Former ministers that breach 'cooling off period' rules could face fines under proposed reforms

Proposals to tighten laws on lobbying activity were approved by Cabinet today.

THE LAW THAT deals with the lobbying activity by former ministers and senior civil servants is to be amended.

Cabinet today signed off on reforming the legislation that deals with the “cooling off period” that former ministers and civil servants are requested to adhere to when they leave their job in government.

Calls for additional powers and more teeth for the Standards in Public Office (Sipo) fell on deaf ears over the years, until last year when the government decided to sign off on a review of the legislation governing the the State’s ethics watchdog following the case of Michael D’Arcy.

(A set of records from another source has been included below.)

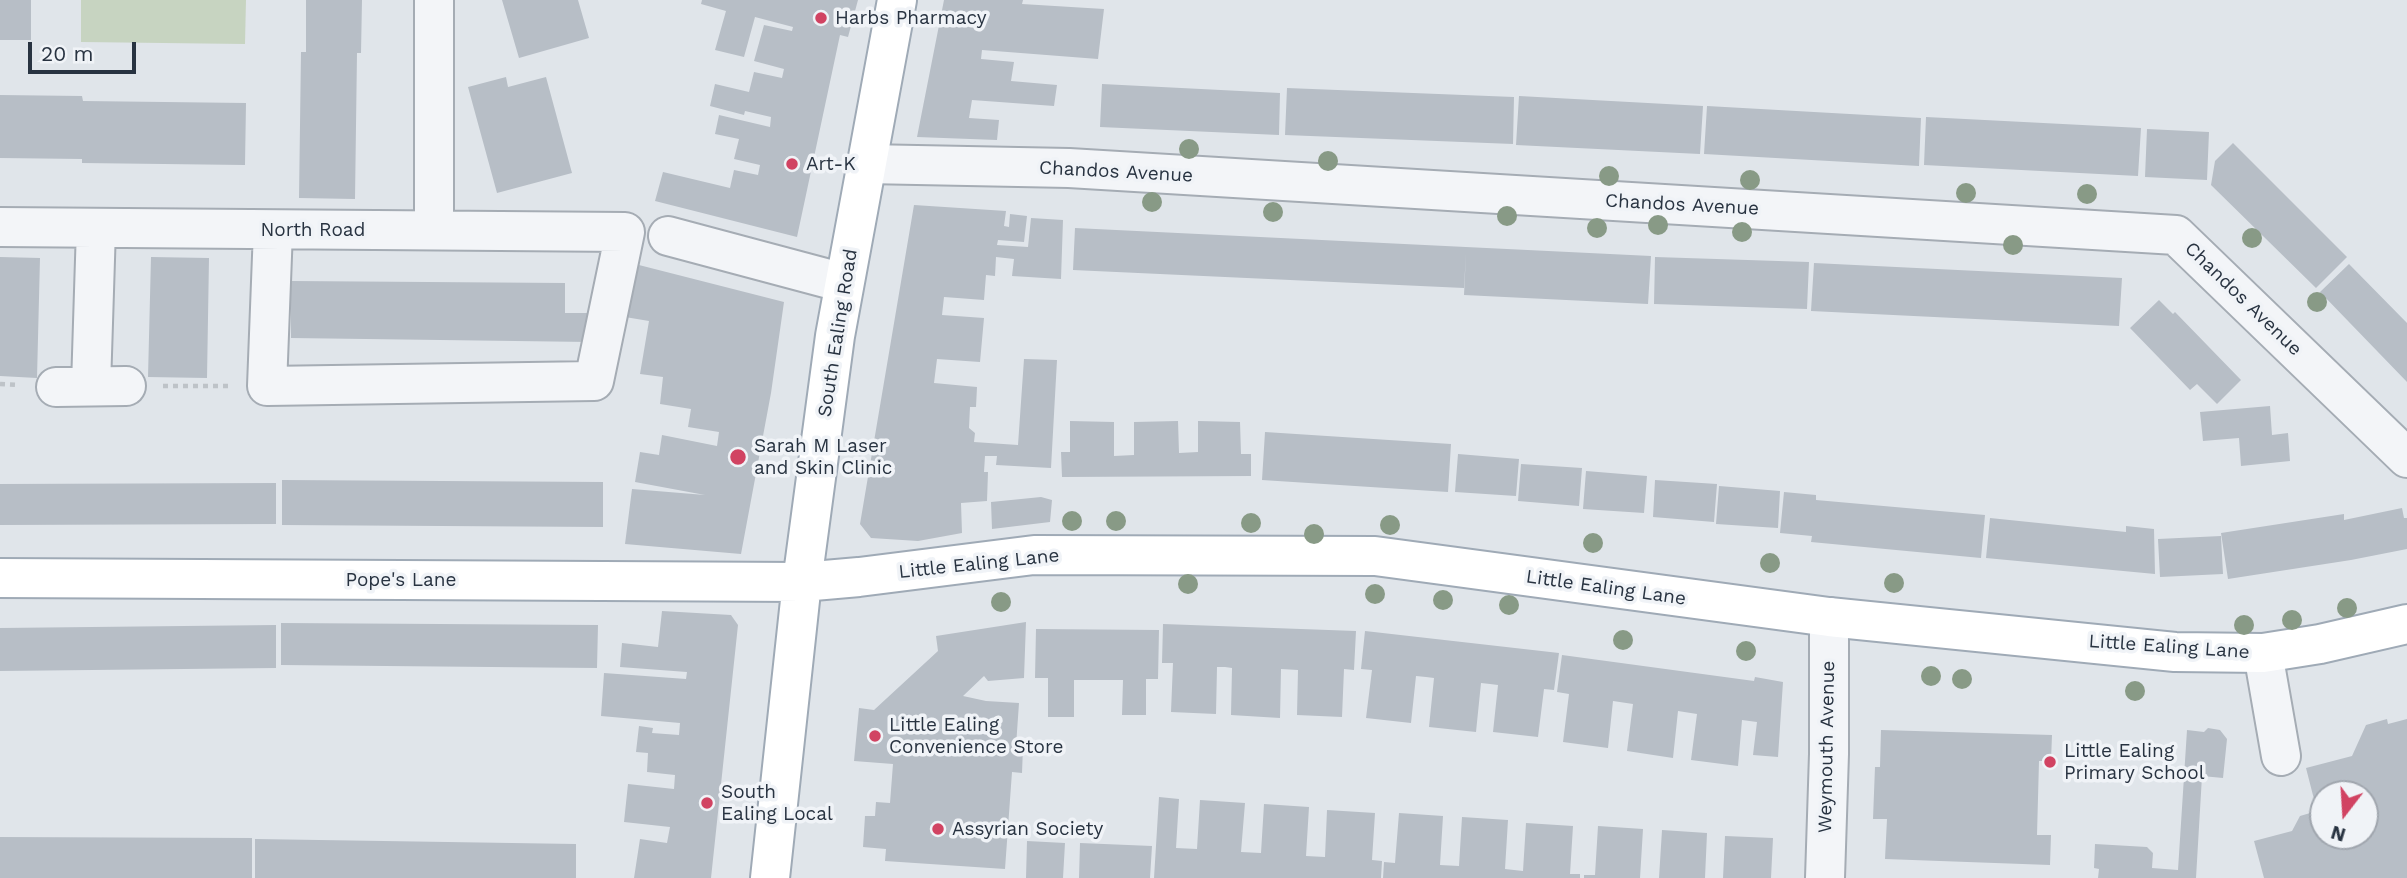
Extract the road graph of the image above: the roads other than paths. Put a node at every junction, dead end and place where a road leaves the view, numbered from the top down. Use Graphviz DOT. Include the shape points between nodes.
graph roads {
  1 [pos="434,0"];
  2 [pos="897,0"];
  3 [pos="866,164"];
  4 [pos="0,227"];
  5 [pos="96,228"];
  6 [pos="434,229"];
  7 [pos="273,230"];
  8 [pos="668,236"];
  9 [pos="844,283"];
  10 [pos="91,386"];
  11 [pos="2407,458"];
  12 [pos="0,578"];
  13 [pos="802,582"];
  14 [pos="1829,617"];
  15 [pos="2407,624"];
  16 [pos="2263,653"];
  17 [pos="2281,756"];
  18 [pos="770,878"];
  19 [pos="1825,878"];
  1 -- 6 [label="street"];
  2 -- 3 [label="main road, South Ealing Road"];
  3 -- 9 [label="main road, South Ealing Road"];
  3 -- 11 [label="street, Chandos Avenue" via="1069,168 2176,235"];
  4 -- 5 [label="street, North Road"];
  5 -- 7 [label="street, North Road"];
  5 -- 10 [label="street"];
  6 -- 7 [label="street, North Road"];
  6 -- 7 [label="street, North Road" via="625,232 594,382 267,386"];
  8 -- 9 [label="street"];
  9 -- 13 [label="main road, South Ealing Road"];
  12 -- 13 [label="main road, Pope's Lane"];
  13 -- 14 [label="main road, Little Ealing Lane" via="1034,555 1375,556"];
  13 -- 18 [label="main road, South Ealing Road"];
  14 -- 16 [label="main road, Little Ealing Lane" via="2175,652"];
  14 -- 19 [label="street, Weymouth Avenue"];
  15 -- 16 [label="main road, Little Ealing Lane"];
  16 -- 17 [label="street"];
}
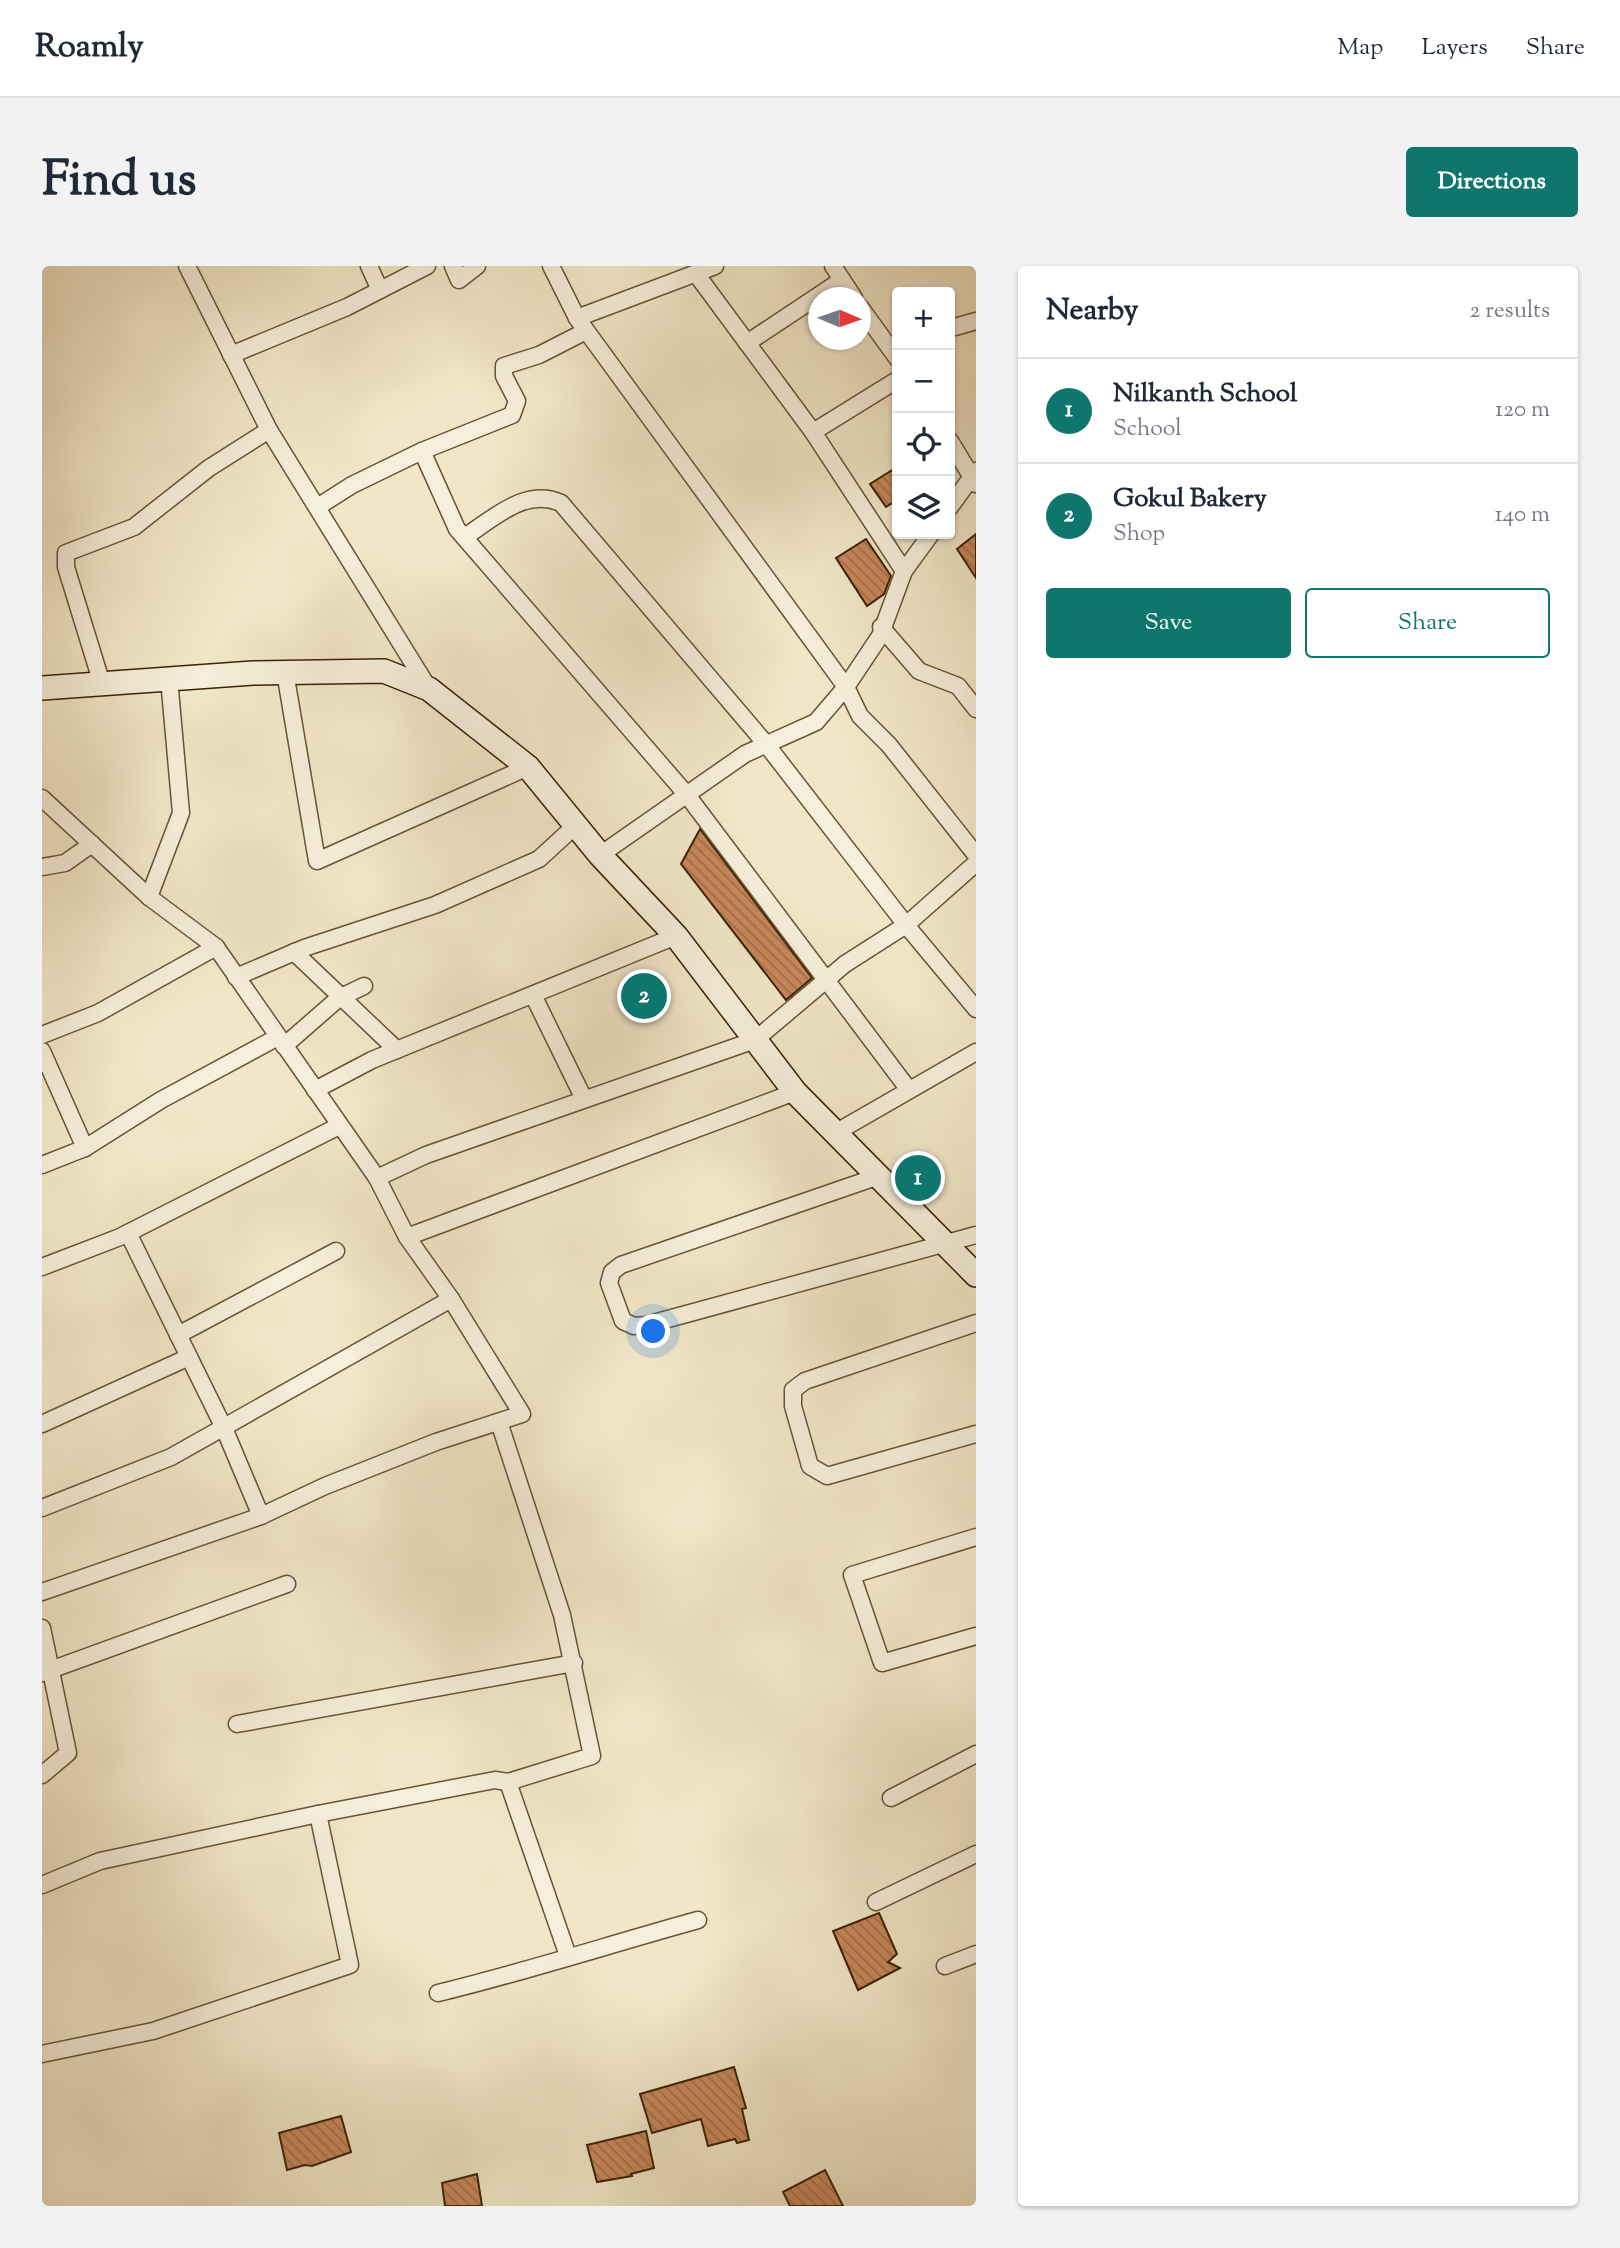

The former junior finance minister and Fine Gael Senator was put under the spotlight when it emerged he was taking up a position as chief executive of the Irish Association of Investment Managers (IAIM).

D’Arcy was Minister of State at the Department of Finance from 2017 to 2020. He had responsibility for financial services and insurance, and worked on policy related to the funds sector.

At the time, a spokesperson for the IAIM insisted D’Arcy and the association “will not be engaging in any lobbying activities until the 12-month cooling off period has been completed, in adherence with the regulations”.

Under the reforms, it is proposed that a failure to comply with the cooling-off period requirements of Section 22 of the Act will be deemed to be a relevant contravention and offence under the Act, and will be enforceable through sanctions, most likely in the form of a fine.

  • REVOLVING DOOR – Our colleagues at Noteworthy want to connect the dots between the State and former officials turned lobbyists. Support this project here

Minister for Public Expenditure Michael McGrath said:

“The public want to be reassured that government policy is formulated in an open and transparent way. Clear obligations in relation to lobbying activity are essential in this regard. An effective system is one that tells us who is talking to whom about what, but also encourages public bodies to continue to be open to lobbying approaches from the widest range of interests in society, ensuring that a balance of opinion is sought in developing policy.

“Public concern had arisen in relation to former Ministers and advisers taking up lobbying roles soon after leaving office. I am taking action to address this issue and have secured government agreement to overhaul the legislative framework to ensure we have a system that is up to date, open, accountable and enforceable.”

The changes will “enhance public confidence in the system”, said the minister, who added that he will be bringing legislation before the Dáil later this year to give effect to the changes.

In 2018, Sipo called for the legislation to be amended to expressly deal with situations where a TD or senator may have contravened their obligations under the law and the matter only comes to light after the member has left office.

It repeated its concerns about how it is too easy for senior public servants to leave their roles and immediately move into lobbying positions.